Should argv include runtime parts (binary/script/runtime args)?

CanadaHonk commented 8 months ago

argv is traditionally all arguments, which would include: runtime binary, script being ran, and runtime arguments ("runtime parts"). Should ours?

Existing examples:

process.argv (Node): includes runtime parts
Deno.args (Deno): does not include runtime parts (they can be got separately with Deno.execPath(), etc)

lucacasonato commented 7 months ago

I would argue against including "runtime args" (args interpreted by the runtime) in the args exposed to users. My reasoning is that arg parsers are not portable across runtimes otherwise, because invocation may happen in different ways across runtimes. For example, in Node you exec with node <filename> where as in Deno you use deno run <filename>. If the arg list exposes the raw [deno, run, <filename>] and [node, <filename>] libraries need to be aware that they need to start reading at the third arg if arg[0] == deno, and at the second arg for node.

This is significantly complicated for various reasons:

the first arg may not be called deno or node.
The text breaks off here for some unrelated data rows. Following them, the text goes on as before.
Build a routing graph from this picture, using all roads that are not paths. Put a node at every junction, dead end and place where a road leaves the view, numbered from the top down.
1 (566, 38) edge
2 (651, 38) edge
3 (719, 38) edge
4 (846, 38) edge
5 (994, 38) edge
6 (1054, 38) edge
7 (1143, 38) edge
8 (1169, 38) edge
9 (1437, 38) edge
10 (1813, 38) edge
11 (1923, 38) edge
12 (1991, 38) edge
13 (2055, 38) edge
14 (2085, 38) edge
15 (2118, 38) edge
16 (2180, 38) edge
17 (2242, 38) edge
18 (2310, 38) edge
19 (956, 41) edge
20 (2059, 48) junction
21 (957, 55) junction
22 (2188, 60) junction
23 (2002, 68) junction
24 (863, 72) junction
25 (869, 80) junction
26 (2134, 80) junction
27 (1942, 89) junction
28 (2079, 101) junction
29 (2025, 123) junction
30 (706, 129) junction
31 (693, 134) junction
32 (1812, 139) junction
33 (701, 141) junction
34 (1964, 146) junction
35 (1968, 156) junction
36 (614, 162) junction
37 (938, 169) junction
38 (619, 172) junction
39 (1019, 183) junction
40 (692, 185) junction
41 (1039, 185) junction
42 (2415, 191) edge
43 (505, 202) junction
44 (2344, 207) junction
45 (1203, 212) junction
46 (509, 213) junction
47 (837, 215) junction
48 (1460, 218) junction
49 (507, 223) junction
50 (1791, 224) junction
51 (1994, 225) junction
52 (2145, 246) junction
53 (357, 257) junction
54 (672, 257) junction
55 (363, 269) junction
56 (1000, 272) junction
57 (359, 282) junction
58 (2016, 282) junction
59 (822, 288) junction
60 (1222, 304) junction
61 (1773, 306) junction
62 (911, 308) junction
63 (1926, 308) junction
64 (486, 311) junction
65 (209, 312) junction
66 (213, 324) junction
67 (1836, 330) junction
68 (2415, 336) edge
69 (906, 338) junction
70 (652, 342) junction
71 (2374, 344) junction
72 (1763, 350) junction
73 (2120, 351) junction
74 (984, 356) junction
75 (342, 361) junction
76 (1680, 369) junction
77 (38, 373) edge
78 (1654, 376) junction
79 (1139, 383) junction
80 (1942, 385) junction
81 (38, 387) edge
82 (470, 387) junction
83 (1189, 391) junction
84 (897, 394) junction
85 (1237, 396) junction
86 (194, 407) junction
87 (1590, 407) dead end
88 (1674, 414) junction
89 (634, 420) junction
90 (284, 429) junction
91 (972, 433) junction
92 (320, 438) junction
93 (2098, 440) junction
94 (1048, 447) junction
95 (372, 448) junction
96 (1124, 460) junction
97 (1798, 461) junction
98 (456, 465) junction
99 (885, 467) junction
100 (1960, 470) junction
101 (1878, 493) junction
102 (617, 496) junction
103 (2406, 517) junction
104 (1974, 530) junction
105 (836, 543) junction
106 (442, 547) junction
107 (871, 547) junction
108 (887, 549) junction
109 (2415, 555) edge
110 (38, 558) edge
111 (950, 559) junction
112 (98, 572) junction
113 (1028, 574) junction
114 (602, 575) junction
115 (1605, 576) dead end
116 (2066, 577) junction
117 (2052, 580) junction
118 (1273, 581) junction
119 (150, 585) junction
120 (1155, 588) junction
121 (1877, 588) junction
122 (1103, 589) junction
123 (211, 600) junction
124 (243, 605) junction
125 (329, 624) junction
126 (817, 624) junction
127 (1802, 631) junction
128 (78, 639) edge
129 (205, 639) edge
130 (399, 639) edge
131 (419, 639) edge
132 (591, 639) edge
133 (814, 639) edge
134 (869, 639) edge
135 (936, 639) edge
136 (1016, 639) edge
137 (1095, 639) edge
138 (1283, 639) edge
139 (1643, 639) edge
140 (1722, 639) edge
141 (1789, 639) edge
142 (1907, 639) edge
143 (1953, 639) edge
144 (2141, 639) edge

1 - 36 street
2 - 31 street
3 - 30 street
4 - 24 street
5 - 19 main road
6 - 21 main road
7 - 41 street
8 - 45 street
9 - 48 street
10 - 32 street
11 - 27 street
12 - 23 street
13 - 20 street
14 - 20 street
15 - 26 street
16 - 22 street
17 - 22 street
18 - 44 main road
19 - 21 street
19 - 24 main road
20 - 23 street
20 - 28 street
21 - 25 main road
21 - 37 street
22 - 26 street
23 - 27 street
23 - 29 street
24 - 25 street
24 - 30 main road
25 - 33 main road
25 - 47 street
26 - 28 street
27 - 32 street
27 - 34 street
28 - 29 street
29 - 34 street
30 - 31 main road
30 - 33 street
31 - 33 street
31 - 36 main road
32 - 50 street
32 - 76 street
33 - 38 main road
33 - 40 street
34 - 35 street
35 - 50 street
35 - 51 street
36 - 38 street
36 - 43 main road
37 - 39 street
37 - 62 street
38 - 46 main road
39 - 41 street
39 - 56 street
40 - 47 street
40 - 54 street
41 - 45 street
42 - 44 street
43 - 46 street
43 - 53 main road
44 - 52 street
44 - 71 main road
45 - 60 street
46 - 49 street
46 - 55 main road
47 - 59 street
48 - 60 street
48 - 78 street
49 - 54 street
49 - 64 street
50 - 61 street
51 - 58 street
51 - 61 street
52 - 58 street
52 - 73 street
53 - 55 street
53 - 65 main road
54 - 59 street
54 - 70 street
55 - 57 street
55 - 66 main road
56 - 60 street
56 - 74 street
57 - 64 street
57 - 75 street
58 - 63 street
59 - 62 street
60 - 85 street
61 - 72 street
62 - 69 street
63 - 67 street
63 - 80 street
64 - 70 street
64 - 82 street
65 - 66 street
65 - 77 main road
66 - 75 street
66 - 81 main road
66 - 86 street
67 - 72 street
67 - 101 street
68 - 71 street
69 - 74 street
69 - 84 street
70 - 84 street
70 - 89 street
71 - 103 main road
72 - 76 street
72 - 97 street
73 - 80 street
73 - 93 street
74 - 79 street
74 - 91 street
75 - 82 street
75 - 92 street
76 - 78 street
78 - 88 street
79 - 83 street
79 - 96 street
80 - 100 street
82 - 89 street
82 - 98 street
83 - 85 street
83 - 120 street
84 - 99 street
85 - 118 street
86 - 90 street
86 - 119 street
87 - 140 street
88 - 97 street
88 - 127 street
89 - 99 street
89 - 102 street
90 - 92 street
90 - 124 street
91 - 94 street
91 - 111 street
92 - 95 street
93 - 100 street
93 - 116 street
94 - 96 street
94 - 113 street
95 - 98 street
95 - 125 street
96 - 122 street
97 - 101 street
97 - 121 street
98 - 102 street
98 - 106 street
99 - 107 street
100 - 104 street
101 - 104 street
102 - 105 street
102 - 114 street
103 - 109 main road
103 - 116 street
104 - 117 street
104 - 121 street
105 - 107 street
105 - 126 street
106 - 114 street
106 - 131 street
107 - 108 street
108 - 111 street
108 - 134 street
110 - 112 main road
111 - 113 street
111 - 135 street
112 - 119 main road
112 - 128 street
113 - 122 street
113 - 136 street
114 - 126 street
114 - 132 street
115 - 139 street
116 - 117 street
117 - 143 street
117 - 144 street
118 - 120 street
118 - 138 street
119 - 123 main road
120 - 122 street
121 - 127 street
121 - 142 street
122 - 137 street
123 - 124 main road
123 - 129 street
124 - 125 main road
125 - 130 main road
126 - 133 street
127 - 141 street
It may be called deno.exe, or node-canary, or whatever really
because both node and Deno permit flags in between the deno run / node and <filename>, tools need to know to ignore anything after node / deno run that starts with a -- until you've reached the file path. This is then further complicated for args that do not require = to associate values (such as deno run --seed 123 <filename>). As a tool you'd need to be aware of all flags of deno run, their associativity rules, and reimplement this in your library. This is infeasible to expect from users, and also puts an undue burden on runtimes to not introduce new flags that don't require = to associate values.

I think exposed args should be an array of all string arguments intended to be passed to the user code. Runtimes should themselves define what "intended to be passed to the user code" means. In Deno and Node this would mean all flags after <filename>. We can add some examples to the spec to explain intention here.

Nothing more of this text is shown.